On mutable shared state

Problems with mutable shared state are often discussed in a concurrent programming context. However, those who are lucky enough to avoid concurrent programming can still fall in trouble because of mutable shared state. First pitfall is a global variable. Everyone knows global variables are bad. Although in software design there is no absolute truth or principle, this statement is almost always true. But why are they bad? The full list of reasons can be looked up here, but in a few words – it is because it hinders code understandability and can cause nasty bugs. Understanding of function which uses global variable is never easy because you can not reason about it only by its signature. You can never predict its behavior because you can never be sure what state will global variable have during function’s execution. For the same reason, it is easy to make a mistake during coding.

So, if you don’t use global variables and don’t do concurrent programming, are you safe then? Not really. First, sometimes you can’t avoid global variables. For example, if you program in JavaScript. The problem with JavaScript is that it requires global variables. JavaScript does not have a linker. All compilation units are loaded into a common global object. Second, in case you are doing ordinary object-oriented programming, you can fall in trouble with your objects’ state. Take a close look at this design:

public class Student
{
    public string Name { get; set; }
    public int Age { get; set; }
}

public class AcademicGroup
{
    private readonly List<Student> _students;

    public AcademicGroup(List<Student> students)
    {
        if (HaveUniqueNames(students))
            _students = students;
        else
            throw new ArgumentException(
                "Two or more students with the same names are not allowed!");
    }

    public bool IsValid()
    {
        return HaveUniqueNames(_students);
    }

    private bool HaveUniqueNames(List<Student> students)
    {
        return students
            .Select(s => s.Name)
            .Distinct()
            .Count() == students.Count;
    }
}

AcademicGroup is perfectly encapsulated little class which holds a list of students and for this class to be valid all those students must have unique names. To ensure this, we have validation check in the constructor. Internal data is private (and even read-only!), hence it seems like no one can destroy successfully constructed object of this class. However, look at this usage of the class:

class Program
{
    static void Main()
    {
        var students = new List<Student>
            {
                new Student { Name = "Arnold Schwarzenegger", Age = 18},
                new Student { Name = "Britney Spears", Age = 20},
                new Student { Name = "Barak Obama", Age = 19}
            };

        var academicGroup = new AcademicGroup(students);
        Console.WriteLine(academicGroup.IsValid()); //True
        var anotherBritney = new Student { Name = "Britney Spears", Age = 30 };
        students.Add(anotherBritney);
        Console.WriteLine(academicGroup.IsValid()); //False

        students.Remove(anotherBritney);
        academicGroup = new AcademicGroup(students);
        Console.WriteLine(academicGroup.IsValid()); //True
        students.FirstOrDefault(s => s.Name == "Britney Spears").Name = "Barak Obama";
        Console.WriteLine(academicGroup.IsValid()); //False
    }
}

Nice, is not it? Especially nice to ask students about encapsulation using an example like this one. The internal state of the academic group has been broken after its construction. This line, students.Add(anotherBritney), could have happened anywhere in the system, so that you would search for the reason of having your object in the incorrect state for many hours. And maybe even on the customer side. The same issue arises when we use singleton pattern to simulate global variable.

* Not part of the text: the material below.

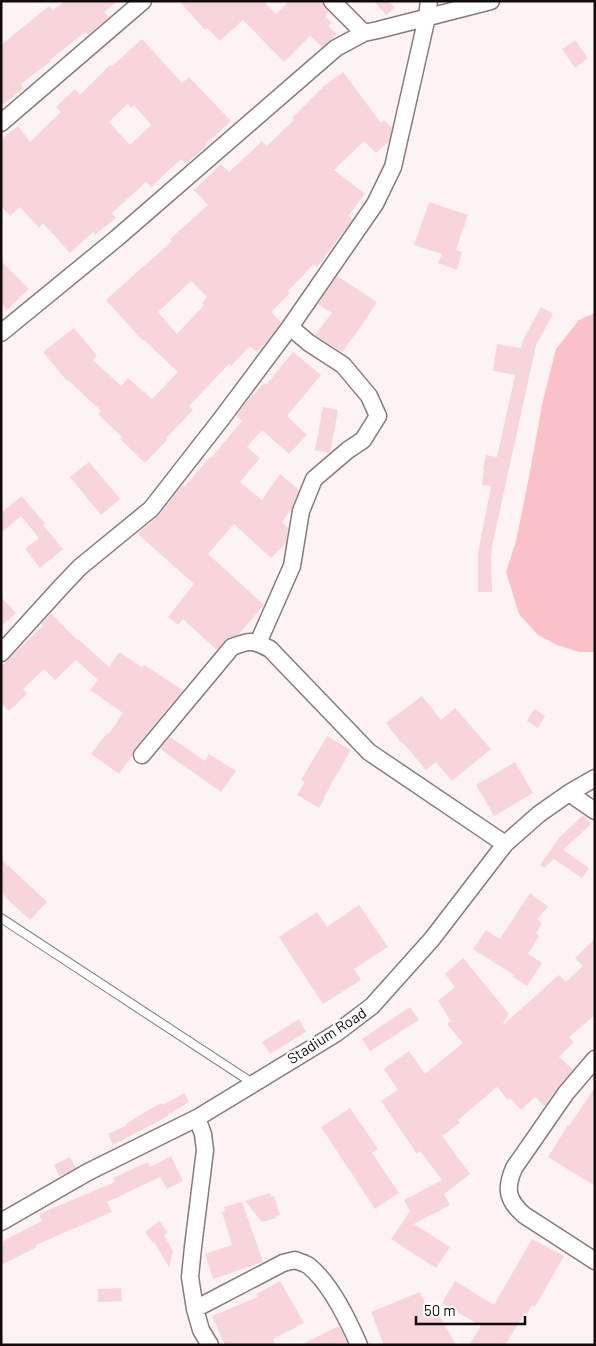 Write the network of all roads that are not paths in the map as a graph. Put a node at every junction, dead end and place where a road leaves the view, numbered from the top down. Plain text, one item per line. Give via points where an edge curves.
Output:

The problem can be formulated as a combination of 3 conditions: 1) there is shared state between two modules (between Program and AcademicGroup there is the list of students); 2) there is a change of the shared state by one module without notifying another module which have references to this shared state (after creating object of AcademicGroup, Program changes list of students and does not notify about this action newly created object); 3) one of the modules which shares the state has assumptions about this state i.e. correctness of this module depends on the shared state (AcademicGroup assumes list of students to have unique references).

To avoid this problem, one must do one of the following 1) Make shared state immutable; 2) Notify all others about the change of the shared state which they depend on; 3) All modules should avoid making any assumptions about the shared state.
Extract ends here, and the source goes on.